Extracted data entries –
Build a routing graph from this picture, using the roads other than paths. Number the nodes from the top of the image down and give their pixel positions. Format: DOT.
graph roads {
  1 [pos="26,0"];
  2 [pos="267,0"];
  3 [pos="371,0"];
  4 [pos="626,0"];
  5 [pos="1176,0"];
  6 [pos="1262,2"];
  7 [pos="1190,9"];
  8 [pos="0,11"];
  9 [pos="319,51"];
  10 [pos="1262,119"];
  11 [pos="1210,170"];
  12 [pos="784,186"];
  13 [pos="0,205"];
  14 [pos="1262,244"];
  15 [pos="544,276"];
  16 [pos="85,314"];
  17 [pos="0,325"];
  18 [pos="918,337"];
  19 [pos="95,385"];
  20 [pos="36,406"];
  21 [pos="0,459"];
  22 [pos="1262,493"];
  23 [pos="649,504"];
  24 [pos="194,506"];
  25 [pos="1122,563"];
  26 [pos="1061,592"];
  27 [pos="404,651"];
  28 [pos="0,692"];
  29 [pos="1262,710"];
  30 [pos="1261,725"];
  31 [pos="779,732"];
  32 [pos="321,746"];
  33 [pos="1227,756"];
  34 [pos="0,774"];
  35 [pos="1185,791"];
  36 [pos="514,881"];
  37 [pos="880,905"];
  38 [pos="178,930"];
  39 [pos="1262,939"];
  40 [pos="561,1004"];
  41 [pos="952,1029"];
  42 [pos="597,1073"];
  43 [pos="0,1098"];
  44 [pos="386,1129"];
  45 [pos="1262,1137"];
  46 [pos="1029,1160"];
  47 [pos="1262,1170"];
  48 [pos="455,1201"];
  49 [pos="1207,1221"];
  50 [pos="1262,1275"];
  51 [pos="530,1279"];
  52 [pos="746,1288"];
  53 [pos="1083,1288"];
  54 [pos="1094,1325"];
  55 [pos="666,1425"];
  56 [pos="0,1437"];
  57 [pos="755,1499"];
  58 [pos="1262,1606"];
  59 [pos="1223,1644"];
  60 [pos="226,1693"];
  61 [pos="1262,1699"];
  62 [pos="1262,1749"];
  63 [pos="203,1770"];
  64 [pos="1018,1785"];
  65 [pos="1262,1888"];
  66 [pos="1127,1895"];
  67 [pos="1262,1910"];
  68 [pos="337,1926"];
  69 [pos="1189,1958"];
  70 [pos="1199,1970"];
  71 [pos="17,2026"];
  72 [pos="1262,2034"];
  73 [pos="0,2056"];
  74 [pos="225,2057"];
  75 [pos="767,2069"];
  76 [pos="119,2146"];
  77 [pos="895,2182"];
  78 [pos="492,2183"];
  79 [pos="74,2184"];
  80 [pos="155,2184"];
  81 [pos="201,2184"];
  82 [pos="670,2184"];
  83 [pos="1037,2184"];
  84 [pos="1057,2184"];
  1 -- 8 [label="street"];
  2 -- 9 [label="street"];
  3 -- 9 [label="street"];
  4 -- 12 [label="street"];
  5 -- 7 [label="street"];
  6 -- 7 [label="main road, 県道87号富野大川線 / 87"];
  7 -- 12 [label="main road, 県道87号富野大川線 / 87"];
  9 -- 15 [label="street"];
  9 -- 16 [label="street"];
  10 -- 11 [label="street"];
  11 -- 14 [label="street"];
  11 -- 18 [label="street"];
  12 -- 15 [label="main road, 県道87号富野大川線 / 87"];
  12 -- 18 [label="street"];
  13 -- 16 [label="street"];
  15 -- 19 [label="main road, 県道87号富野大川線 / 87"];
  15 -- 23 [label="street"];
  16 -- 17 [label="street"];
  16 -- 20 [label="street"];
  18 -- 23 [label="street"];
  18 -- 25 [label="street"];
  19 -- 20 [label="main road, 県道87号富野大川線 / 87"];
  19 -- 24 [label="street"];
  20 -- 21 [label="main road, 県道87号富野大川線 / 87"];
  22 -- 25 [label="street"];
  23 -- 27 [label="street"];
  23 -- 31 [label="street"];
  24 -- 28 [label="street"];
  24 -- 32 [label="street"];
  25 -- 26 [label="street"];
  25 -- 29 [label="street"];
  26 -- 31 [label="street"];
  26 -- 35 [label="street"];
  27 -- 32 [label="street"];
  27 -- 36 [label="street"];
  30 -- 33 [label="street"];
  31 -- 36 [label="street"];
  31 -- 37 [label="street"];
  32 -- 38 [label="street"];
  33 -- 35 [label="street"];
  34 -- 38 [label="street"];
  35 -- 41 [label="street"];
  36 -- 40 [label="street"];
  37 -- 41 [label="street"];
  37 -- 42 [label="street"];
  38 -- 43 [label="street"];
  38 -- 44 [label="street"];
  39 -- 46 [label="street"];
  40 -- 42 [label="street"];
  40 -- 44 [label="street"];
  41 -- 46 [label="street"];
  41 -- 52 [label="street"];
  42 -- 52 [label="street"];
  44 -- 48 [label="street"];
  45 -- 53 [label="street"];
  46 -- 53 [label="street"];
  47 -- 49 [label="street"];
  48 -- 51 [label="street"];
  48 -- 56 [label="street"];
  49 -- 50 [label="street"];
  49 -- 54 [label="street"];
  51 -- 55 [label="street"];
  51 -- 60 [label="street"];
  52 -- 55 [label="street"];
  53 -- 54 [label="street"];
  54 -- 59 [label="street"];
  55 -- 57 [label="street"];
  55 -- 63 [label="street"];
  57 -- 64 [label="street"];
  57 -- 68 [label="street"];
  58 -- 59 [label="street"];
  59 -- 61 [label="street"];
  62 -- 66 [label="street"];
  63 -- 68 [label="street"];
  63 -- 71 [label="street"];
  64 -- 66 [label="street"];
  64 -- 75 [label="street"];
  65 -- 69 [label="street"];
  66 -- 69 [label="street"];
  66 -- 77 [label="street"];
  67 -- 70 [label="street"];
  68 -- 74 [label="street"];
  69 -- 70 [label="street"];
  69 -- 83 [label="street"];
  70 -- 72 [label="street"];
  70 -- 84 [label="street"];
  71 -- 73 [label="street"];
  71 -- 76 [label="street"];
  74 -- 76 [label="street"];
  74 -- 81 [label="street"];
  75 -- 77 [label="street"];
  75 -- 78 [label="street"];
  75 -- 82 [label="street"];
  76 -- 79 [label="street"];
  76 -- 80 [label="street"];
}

REQUIREMENT –
Which lines of the records above contain the word "graph"? Copy each of them.

COMPLETED TASK –
Build a routing graph from this picture, using the roads other than paths. Number the nodes from the top of the image down and give their pixel positions. Format: DOT.
graph roads {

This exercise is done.